• Exercise brief:
Without the pictures, write out all the lines below exactly as they appear.

─── Record extracts ───

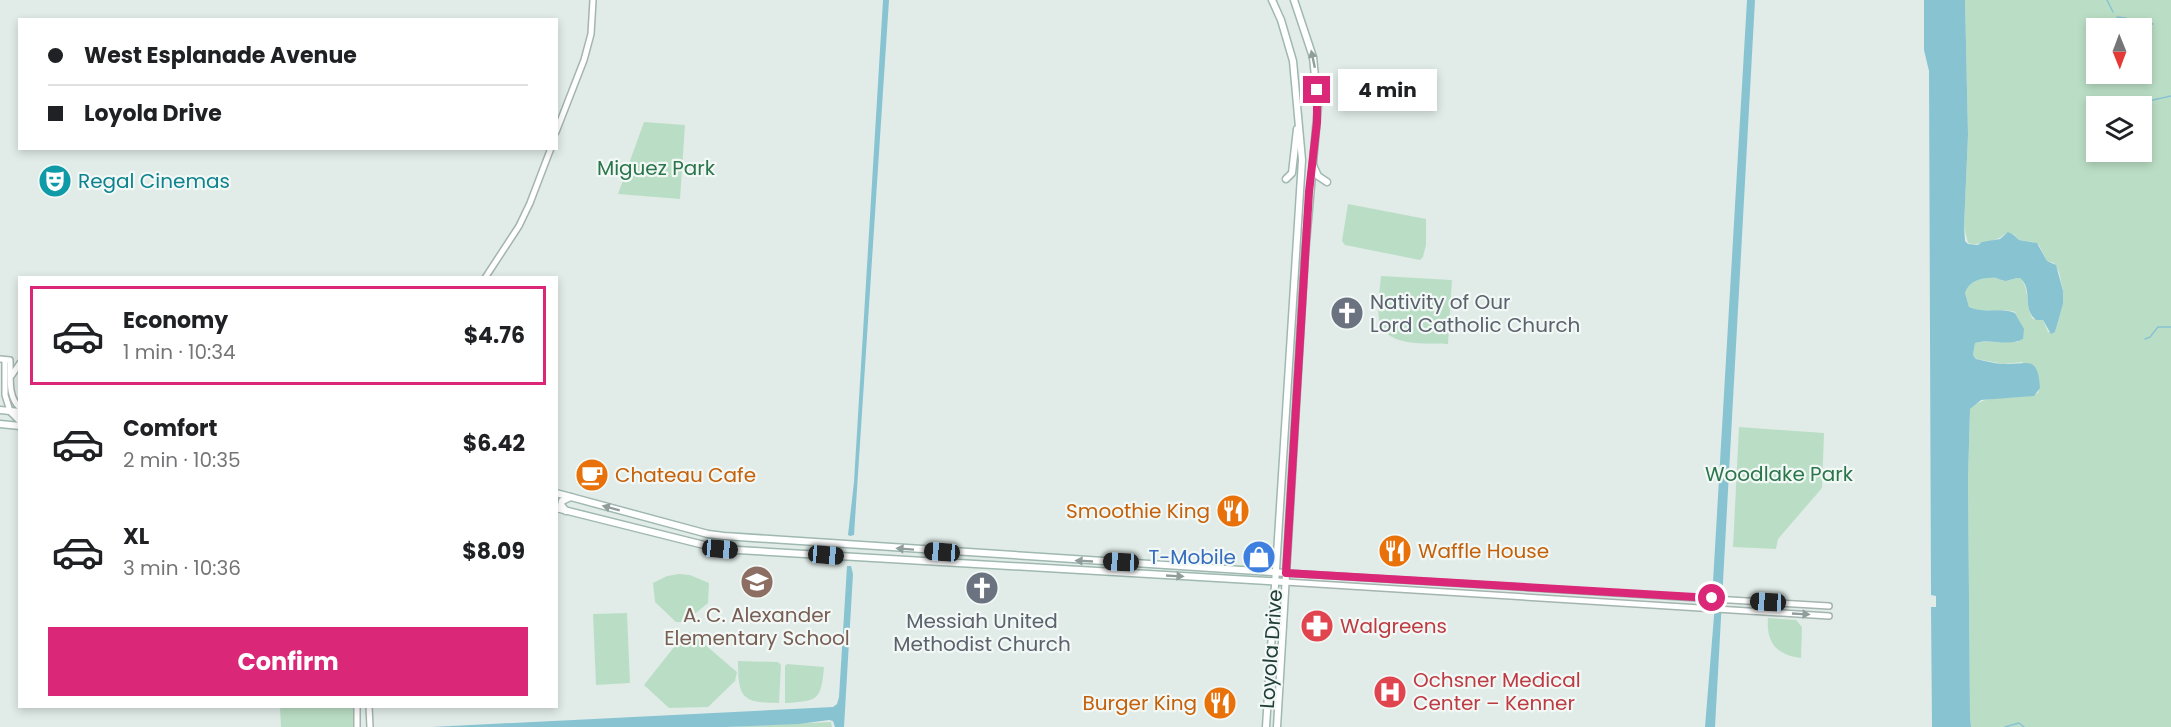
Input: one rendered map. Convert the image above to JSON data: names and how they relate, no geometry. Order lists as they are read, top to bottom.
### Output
{
  "streets": {
    "main road": ["Loyola Drive"]
  },
  "parks": ["Miguez Park", "Woodlake Park"],
  "places": {
    "theatre": ["Regal Cinemas"],
    "church": ["Nativity of Our Lord Catholic Church", "Messiah United Methodist Church"],
    "cafe": ["Chateau Cafe"],
    "restaurant": ["Smoothie King", "Waffle House", "Burger King"],
    "shop": ["T-Mobile"],
    "school or university": ["A. C. Alexander Elementary School"],
    "pharmacy": ["Walgreens"],
    "hospital": ["Ochsner Medical Center – Kenner"]
  },
  "north": "bottom",
  "page": {
    "banner": ["West Esplanade Avenue", "Loyola Drive"],
    "bubble": "4 min",
    "list": [
      {
        "name": "Economy",
        "note": "1 min · 10:34",
        "value": "$4.76"
      },
      {
        "name": "Comfort",
        "note": "2 min · 10:35",
        "value": "$6.42"
      },
      {
        "name": "XL",
        "note": "3 min · 10:36",
        "value": "$8.09"
      }
    ],
    "buttons": "Confirm"
  }
}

───

• The answer:
Input: one rendered map. Convert the image above to JSON data: names and how they relate, no geometry. Order lists as they are read, top to bottom.
### Output
{
  "streets": {
    "main road": ["Loyola Drive"]
  },
  "parks": ["Miguez Park", "Woodlake Park"],
  "places": {
    "theatre": ["Regal Cinemas"],
    "church": ["Nativity of Our Lord Catholic Church", "Messiah United Methodist Church"],
    "cafe": ["Chateau Cafe"],
    "restaurant": ["Smoothie King", "Waffle House", "Burger King"],
    "shop": ["T-Mobile"],
    "school or university": ["A. C. Alexander Elementary School"],
    "pharmacy": ["Walgreens"],
    "hospital": ["Ochsner Medical Center – Kenner"]
  },
  "north": "bottom",
  "page": {
    "banner": ["West Esplanade Avenue", "Loyola Drive"],
    "bubble": "4 min",
    "list": [
      {
        "name": "Economy",
        "note": "1 min · 10:34",
        "value": "$4.76"
      },
      {
        "name": "Comfort",
        "note": "2 min · 10:35",
        "value": "$6.42"
      },
      {
        "name": "XL",
        "note": "3 min · 10:36",
        "value": "$8.09"
      }
    ],
    "buttons": "Confirm"
  }
}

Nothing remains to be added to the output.